Stored data
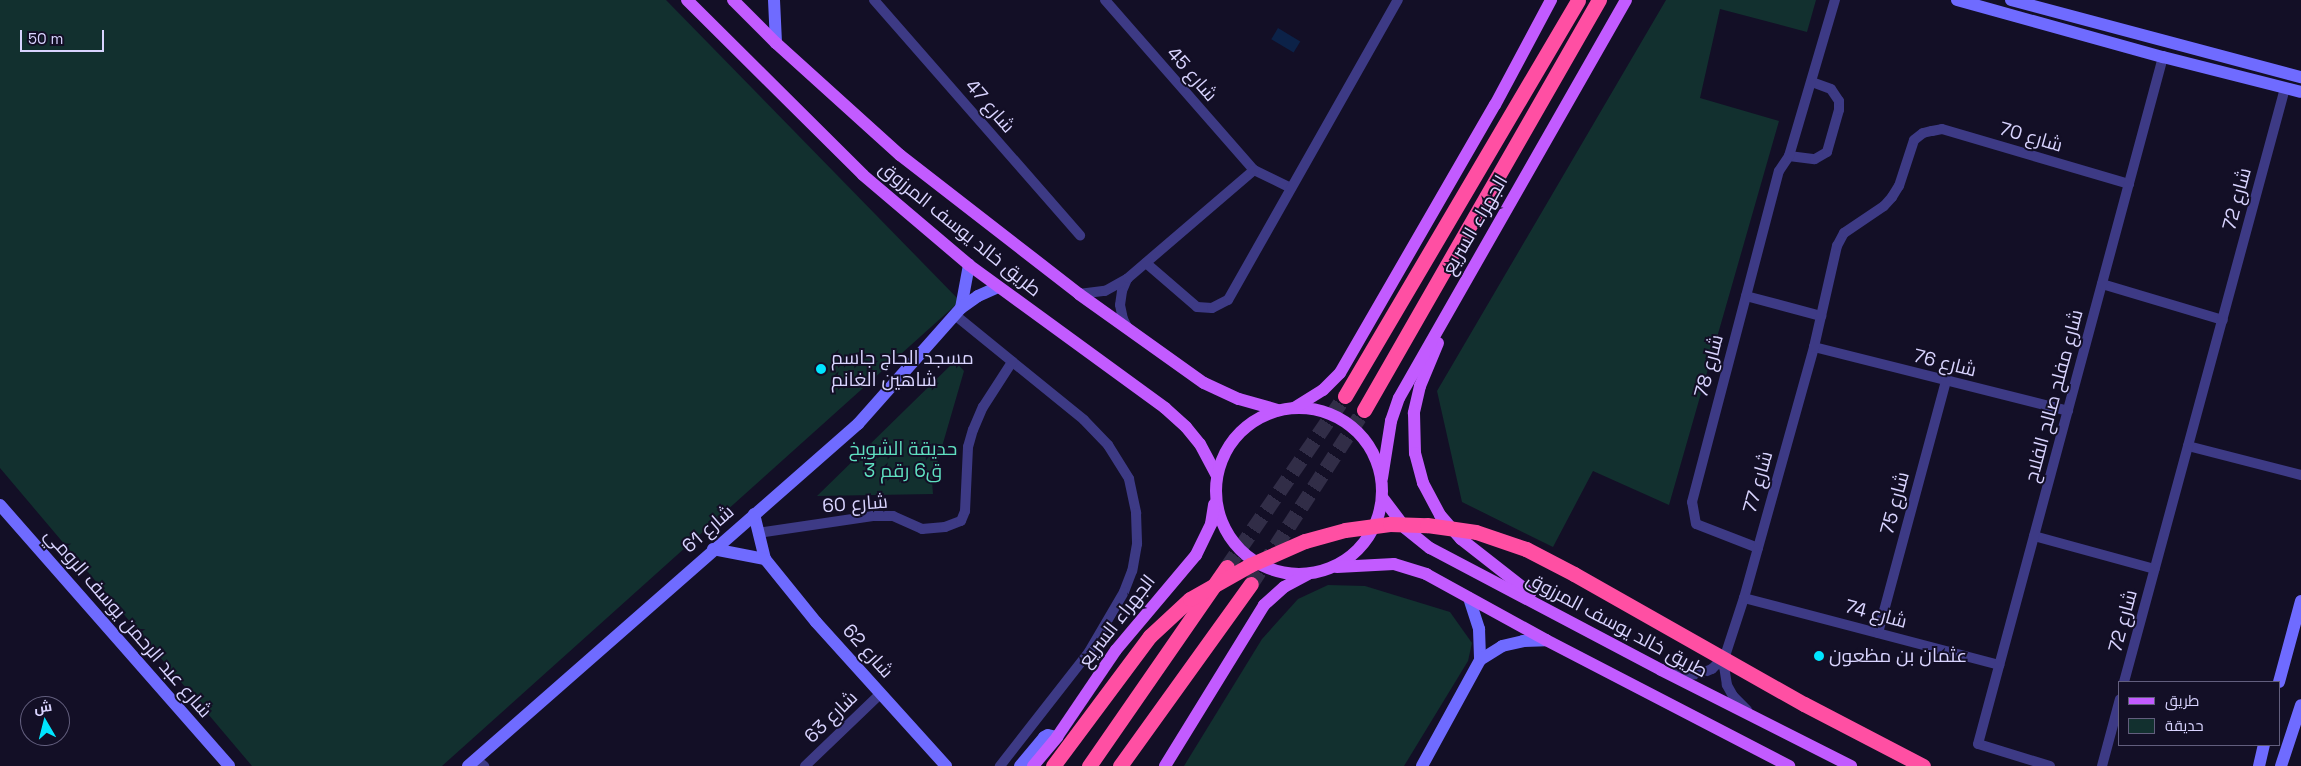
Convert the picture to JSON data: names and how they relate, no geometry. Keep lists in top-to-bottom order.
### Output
{
  "streets": {
    "highway": ["الجهراء السريع"],
    "main road": ["طريق خالد يوسف المرزوق"],
    "street": [
      "شارع 45",
      "شارع 47",
      "شارع 70",
      "شارع 72",
      "شارع 76",
      "شارع 78",
      "شارع مفلح صالح الفلاح",
      "شارع 77",
      "شارع 75",
      "شارع 60",
      "شارع 61",
      "شارع 74",
      "شارع عبد الرحمن يوسف الرومي",
      "شارع 62",
      "شارع 63"
    ]
  },
  "crossings": [
    ["شارع 70", "شارع مفلح صالح الفلاح"],
    ["شارع 70", "شارع 77"],
    ["شارع 72", "شارع مفلح صالح الفلاح"],
    ["الجهراء السريع", "طريق خالد يوسف المرزوق"],
    ["الجهراء السريع", "شارع 60"],
    ["طريق خالد يوسف المرزوق", "شارع 77"],
    ["طريق خالد يوسف المرزوق", "شارع 61"],
    ["شارع 76", "شارع مفلح صالح الفلاح"],
    ["شارع 76", "شارع 77"],
    ["شارع 76", "شارع 75"],
    ["شارع 78", "شارع 77"],
    ["شارع مفلح صالح الفلاح", "شارع 74"],
    ["شارع 77", "شارع 74"],
    ["شارع 75", "شارع 74"],
    ["شارع 60", "شارع 62"],
    ["شارع 61", "شارع 62"],
    ["شارع 62", "شارع 63"]
  ],
  "parks": ["حديقة الشويخ ق6 رقم 3"],
  "places": ["مسجد الحاج جاسم شاهين الغانم", "عثمان بن مظعون"],
  "legend": ["طريق", "حديقة"],
  "scale_bar": "50 m",
  "north": "top"
}
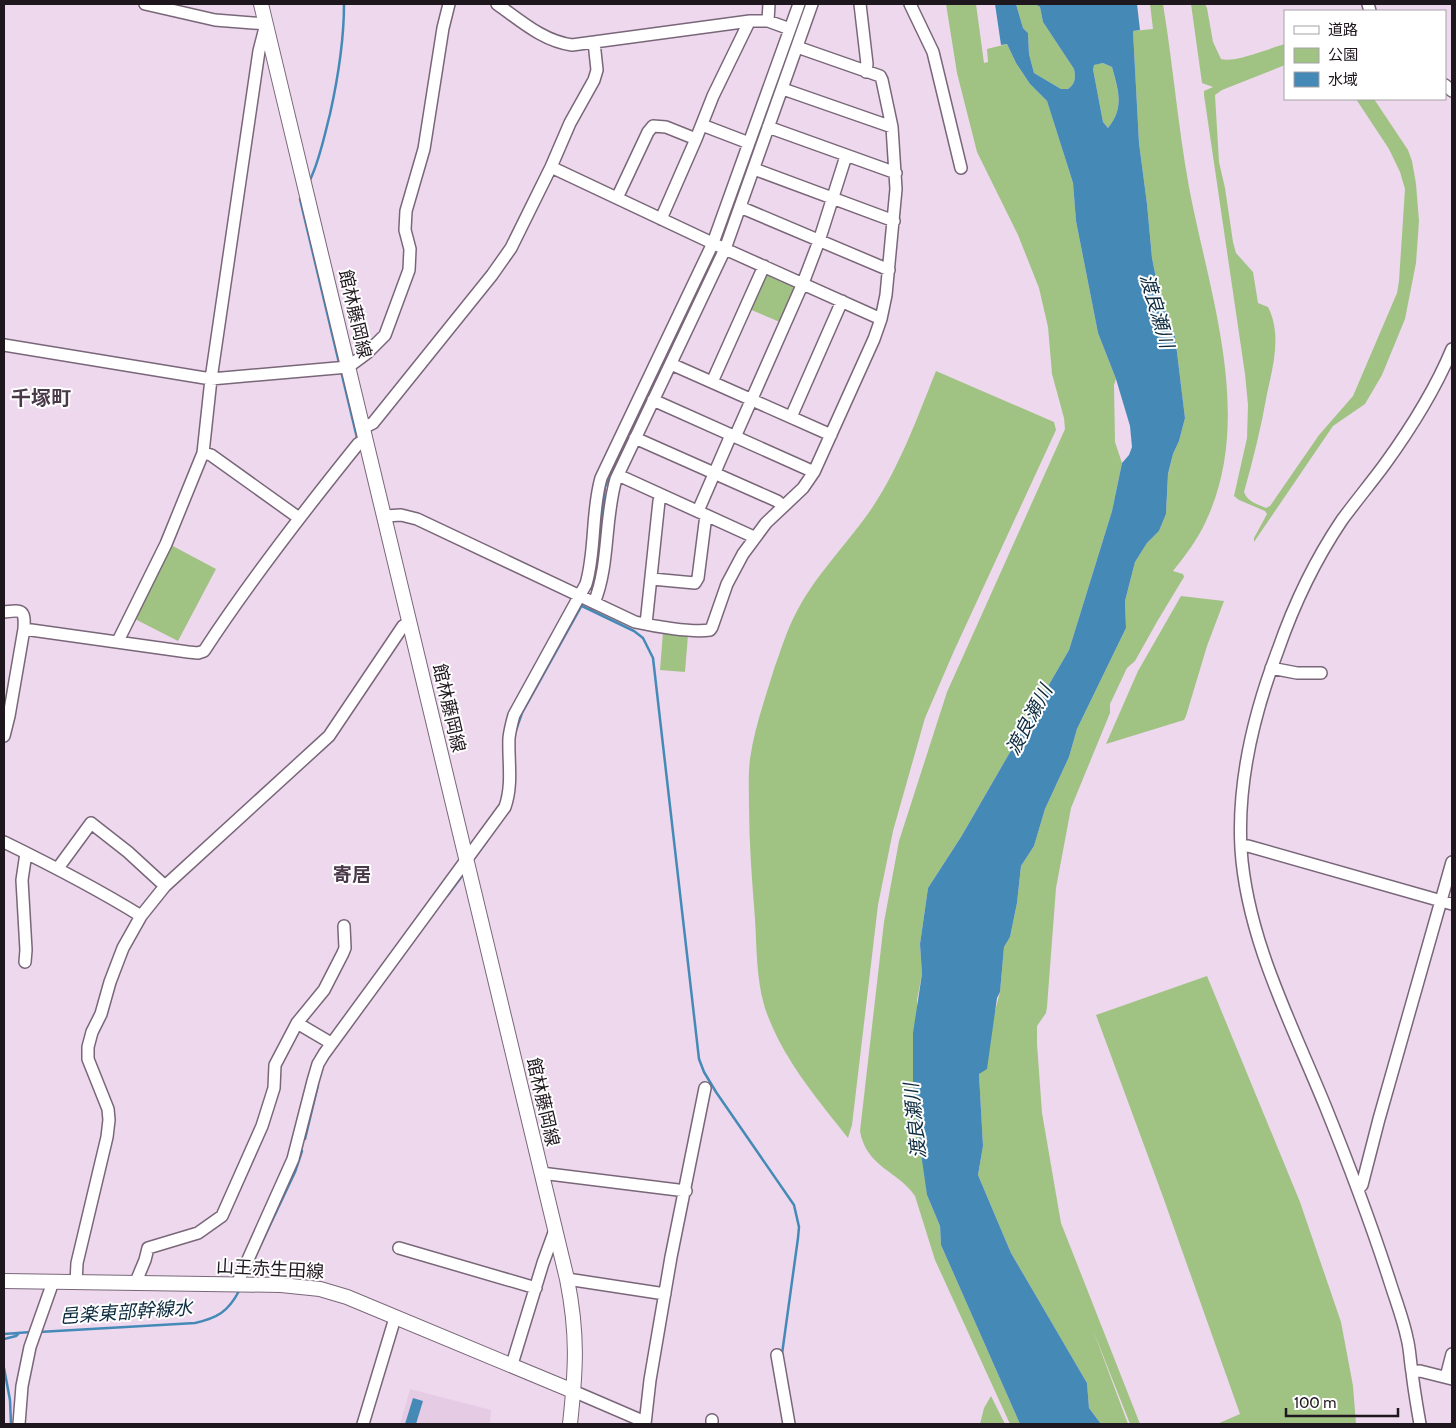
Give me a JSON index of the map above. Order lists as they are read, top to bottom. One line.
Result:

### Work to complete
All lines from the one with "Give me a JSON" through the end of the data must be repeated exactly, and nothing else may be repeated.

### Solution to the problem
Give me a JSON index of the map above. Order lists as they are read, top to bottom. One line.
Result:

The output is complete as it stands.